The new public charge regulation penalizes people who have received a range of public benefits, but its focus on barring permanently barring poor immigrants goes far beyond that. The rule targets a grandmother planning to live with her daughter and son-in-law and help care for their children. The rule targets a bright, ambitious immigrant without a college education, who is still ready to do any kind of work to make a better life for their children. In short, the rule targets family reunification and immigrants who have helped to build this country and whose energy and contributions we still need.
News accounts describe the rule as denying visas to people who have received food stamps, Medicaid, and three federal housing programs. That’s the fear-inspiring part of the provision, clearly intended to scare legal immigrants and citizens away from these and any other public benefits to which they are entitled. Fear is the point, and it is working. The proposed rule was announced almost two years ago, and hundreds of thousands of immigrants pulled themselves and their children out of public programs “for fear that noncitizen parents and other family members could be denied the more secure status of legal permanent resident.”
And yet the actual number of people who could be affected by the public benefit portion of the regulation is small compared to the number affected by the rest of the rule.

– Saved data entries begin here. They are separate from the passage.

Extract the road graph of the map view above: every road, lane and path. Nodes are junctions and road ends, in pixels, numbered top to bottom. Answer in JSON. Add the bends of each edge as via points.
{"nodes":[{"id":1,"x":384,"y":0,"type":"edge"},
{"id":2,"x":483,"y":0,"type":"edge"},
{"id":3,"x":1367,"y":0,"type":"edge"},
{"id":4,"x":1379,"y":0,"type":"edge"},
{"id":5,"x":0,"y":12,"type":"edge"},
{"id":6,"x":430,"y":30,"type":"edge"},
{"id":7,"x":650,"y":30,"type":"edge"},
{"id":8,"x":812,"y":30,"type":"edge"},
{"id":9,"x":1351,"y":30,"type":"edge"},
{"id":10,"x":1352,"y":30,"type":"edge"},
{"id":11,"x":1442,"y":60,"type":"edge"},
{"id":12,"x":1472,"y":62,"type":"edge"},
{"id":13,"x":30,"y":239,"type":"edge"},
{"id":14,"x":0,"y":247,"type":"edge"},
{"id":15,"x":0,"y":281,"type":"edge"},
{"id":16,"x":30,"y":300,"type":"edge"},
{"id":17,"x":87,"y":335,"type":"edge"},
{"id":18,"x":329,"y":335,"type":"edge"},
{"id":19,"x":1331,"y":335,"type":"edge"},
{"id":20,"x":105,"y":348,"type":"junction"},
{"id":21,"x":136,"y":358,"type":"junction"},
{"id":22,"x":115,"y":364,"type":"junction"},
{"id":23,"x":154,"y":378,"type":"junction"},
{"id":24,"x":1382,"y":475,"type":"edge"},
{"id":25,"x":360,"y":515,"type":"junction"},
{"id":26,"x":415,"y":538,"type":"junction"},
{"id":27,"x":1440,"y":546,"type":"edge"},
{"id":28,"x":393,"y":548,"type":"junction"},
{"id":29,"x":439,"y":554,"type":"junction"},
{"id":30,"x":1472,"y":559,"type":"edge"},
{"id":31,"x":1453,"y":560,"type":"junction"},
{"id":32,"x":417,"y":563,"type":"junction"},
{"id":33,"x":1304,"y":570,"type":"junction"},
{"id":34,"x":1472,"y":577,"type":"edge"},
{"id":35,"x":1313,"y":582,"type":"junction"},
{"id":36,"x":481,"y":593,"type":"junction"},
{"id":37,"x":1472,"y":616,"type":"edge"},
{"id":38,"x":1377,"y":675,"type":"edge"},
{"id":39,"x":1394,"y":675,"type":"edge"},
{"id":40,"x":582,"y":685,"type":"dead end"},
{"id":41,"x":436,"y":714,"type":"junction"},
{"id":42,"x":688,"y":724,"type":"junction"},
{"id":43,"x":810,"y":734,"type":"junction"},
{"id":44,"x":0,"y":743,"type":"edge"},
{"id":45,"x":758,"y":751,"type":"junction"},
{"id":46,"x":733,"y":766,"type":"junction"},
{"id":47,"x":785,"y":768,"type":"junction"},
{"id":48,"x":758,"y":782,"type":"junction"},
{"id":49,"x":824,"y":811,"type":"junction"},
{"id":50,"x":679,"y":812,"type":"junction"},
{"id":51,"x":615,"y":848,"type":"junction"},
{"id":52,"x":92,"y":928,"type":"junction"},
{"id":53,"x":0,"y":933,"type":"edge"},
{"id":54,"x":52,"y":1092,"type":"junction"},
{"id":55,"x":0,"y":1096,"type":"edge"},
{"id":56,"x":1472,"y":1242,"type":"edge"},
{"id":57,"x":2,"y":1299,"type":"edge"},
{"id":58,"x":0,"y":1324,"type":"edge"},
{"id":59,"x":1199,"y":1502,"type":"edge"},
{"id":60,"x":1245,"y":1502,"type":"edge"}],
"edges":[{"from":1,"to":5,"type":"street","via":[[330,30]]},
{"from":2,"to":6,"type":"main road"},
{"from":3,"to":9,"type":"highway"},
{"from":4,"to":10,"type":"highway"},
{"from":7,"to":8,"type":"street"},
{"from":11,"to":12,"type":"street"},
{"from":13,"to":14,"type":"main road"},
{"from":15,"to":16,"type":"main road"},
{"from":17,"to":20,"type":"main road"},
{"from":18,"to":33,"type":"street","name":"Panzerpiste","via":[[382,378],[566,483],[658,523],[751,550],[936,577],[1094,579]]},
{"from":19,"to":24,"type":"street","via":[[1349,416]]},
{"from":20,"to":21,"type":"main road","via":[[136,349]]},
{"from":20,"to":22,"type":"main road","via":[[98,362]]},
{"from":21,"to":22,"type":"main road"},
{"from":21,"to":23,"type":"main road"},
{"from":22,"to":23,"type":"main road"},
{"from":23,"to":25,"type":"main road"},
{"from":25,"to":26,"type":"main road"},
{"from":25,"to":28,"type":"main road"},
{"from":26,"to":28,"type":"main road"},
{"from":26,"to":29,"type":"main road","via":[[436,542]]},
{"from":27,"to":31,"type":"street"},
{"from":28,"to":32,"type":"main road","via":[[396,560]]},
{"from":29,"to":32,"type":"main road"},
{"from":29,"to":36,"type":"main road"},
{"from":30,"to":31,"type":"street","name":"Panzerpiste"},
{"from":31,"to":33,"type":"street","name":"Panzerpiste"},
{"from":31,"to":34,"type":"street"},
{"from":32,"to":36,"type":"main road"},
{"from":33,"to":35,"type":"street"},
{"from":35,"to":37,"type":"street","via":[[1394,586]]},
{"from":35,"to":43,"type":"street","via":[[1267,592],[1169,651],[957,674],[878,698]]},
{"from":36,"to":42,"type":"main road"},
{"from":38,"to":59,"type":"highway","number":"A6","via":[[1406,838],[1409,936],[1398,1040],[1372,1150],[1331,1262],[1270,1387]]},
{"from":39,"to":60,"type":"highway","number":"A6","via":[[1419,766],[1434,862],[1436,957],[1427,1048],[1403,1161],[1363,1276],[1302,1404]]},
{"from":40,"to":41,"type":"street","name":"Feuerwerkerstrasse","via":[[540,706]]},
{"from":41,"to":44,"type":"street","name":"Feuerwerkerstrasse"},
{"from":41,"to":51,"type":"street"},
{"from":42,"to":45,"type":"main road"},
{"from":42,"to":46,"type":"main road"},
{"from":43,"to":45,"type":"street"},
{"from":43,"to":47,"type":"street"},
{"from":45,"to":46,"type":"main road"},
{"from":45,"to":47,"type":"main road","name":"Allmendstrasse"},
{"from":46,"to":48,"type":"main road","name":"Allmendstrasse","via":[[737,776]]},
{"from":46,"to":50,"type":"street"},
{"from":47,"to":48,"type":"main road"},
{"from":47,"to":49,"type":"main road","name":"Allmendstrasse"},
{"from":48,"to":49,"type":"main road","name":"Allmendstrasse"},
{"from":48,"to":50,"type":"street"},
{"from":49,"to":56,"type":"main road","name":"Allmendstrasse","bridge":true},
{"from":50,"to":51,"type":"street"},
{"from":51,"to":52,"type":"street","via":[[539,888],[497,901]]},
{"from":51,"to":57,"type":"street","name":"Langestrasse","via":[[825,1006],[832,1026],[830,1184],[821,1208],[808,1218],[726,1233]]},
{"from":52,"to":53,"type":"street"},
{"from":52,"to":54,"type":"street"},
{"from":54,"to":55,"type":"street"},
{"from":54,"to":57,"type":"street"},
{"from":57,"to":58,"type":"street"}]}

The Catholic Legal Immigration Network describes these provisions:
“At the present time, and for the last 20 years, applicants have been able to overcome public charge by submitting an affidavit of support from the petitioner or a joint sponsor that shows evidence of income of at least 125 percent of the federal poverty guidelines. This new rule turns the focus on the applicant and requires the USCIS to balance a list of factors—classifying them as positive or negative, or heavily weighted positive or negative—before reaching a determination. Negative factors could include the applicant’s age (under 18 or over 61), income below 125 percent of the federal poverty guidelines, job skills, work history, high school education, English proficiency, credit rating, health, health insurance coverage, financial liabilities, assets and other resources.”
Court challenges to this regulation continue, although a January 27 Supreme Court ruling allows it to take effect while the long legal process proceeds. USCIS announced it will begin implementing the rule on February 24. As that date approaches, anyone who is considering disenrolling themselves or their children from a public benefit program should seek the advice o an experienced immigration attorney before doing so. And the rest of us should call our Congressional representatives to tell them we want legislation to repeal the rule put in place by administrative action of the Trump anti-immigrant administration.